(Stored items)
* * * * * * *

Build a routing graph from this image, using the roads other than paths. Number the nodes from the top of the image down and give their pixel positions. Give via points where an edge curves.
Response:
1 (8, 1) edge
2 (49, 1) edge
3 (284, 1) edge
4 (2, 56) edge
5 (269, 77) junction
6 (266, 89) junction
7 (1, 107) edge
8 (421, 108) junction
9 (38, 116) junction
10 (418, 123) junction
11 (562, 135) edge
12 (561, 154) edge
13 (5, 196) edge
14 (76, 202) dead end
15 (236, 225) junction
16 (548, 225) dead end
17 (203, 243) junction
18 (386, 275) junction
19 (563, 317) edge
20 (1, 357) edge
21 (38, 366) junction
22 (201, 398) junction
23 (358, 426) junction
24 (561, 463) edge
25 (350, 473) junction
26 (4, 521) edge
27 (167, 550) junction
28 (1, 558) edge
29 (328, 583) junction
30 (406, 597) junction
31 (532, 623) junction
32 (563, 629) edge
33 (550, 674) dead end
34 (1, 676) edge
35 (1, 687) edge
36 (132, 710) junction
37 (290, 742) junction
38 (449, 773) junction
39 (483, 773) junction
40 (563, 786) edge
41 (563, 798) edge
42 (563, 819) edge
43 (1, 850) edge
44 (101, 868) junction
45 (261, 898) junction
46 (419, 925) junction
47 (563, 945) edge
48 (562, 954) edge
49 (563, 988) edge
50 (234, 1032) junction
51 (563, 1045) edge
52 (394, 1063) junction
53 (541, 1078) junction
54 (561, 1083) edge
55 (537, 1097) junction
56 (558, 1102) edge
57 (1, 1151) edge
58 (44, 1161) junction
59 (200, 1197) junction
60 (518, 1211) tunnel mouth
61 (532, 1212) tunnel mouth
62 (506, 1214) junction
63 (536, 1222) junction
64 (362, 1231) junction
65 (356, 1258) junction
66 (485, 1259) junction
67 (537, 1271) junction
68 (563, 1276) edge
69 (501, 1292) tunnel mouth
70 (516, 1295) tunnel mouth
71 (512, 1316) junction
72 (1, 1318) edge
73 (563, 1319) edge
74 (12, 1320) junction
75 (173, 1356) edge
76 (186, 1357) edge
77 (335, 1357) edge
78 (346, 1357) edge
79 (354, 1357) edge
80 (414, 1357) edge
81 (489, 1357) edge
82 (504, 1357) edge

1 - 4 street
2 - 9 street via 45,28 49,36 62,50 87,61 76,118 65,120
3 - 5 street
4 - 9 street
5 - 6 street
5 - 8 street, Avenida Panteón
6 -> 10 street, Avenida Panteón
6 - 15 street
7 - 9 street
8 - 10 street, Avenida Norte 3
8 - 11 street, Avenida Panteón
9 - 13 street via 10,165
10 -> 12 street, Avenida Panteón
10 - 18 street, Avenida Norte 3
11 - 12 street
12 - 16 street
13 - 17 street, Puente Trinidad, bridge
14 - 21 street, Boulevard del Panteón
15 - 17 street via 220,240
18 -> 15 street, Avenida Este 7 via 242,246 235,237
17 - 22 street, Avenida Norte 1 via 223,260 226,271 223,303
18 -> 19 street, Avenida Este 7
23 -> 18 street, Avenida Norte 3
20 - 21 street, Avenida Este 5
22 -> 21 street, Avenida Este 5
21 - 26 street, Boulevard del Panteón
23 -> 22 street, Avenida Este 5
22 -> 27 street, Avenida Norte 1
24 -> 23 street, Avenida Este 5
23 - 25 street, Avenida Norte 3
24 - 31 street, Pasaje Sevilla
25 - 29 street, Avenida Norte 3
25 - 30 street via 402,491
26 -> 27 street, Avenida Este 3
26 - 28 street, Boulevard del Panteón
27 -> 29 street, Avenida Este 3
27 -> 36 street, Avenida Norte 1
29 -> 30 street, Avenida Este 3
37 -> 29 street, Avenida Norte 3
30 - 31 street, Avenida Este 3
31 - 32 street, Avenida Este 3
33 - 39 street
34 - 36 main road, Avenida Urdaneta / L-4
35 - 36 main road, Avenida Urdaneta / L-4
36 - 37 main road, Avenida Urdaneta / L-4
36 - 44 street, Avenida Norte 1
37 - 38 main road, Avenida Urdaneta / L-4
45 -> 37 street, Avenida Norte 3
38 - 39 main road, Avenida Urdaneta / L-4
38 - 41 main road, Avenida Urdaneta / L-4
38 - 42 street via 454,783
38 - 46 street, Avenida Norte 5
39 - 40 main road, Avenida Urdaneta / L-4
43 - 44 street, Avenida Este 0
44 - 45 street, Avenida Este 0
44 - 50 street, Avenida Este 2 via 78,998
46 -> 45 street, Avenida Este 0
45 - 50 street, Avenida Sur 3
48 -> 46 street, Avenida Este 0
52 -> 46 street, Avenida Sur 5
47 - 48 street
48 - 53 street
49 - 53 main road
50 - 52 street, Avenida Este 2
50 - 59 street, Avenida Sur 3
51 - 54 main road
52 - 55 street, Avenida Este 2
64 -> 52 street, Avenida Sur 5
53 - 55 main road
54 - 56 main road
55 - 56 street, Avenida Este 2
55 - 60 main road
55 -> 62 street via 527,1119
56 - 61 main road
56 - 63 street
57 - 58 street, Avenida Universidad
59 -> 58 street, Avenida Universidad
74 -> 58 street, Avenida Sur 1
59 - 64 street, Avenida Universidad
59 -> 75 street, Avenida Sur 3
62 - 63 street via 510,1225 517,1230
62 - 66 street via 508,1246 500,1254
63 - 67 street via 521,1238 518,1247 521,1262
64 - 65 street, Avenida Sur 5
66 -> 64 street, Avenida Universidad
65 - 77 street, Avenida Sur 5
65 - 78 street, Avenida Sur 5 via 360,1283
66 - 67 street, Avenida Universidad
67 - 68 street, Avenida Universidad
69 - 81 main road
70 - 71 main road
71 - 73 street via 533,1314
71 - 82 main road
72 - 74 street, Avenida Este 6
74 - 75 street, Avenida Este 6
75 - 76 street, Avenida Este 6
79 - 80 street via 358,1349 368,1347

* * * * * * *

**PROBLEM STATEMENT**
If a line in the records above contains the string "dead", copy that line out.

**ANSWER BOX**
14 (76, 202) dead end
16 (548, 225) dead end
33 (550, 674) dead end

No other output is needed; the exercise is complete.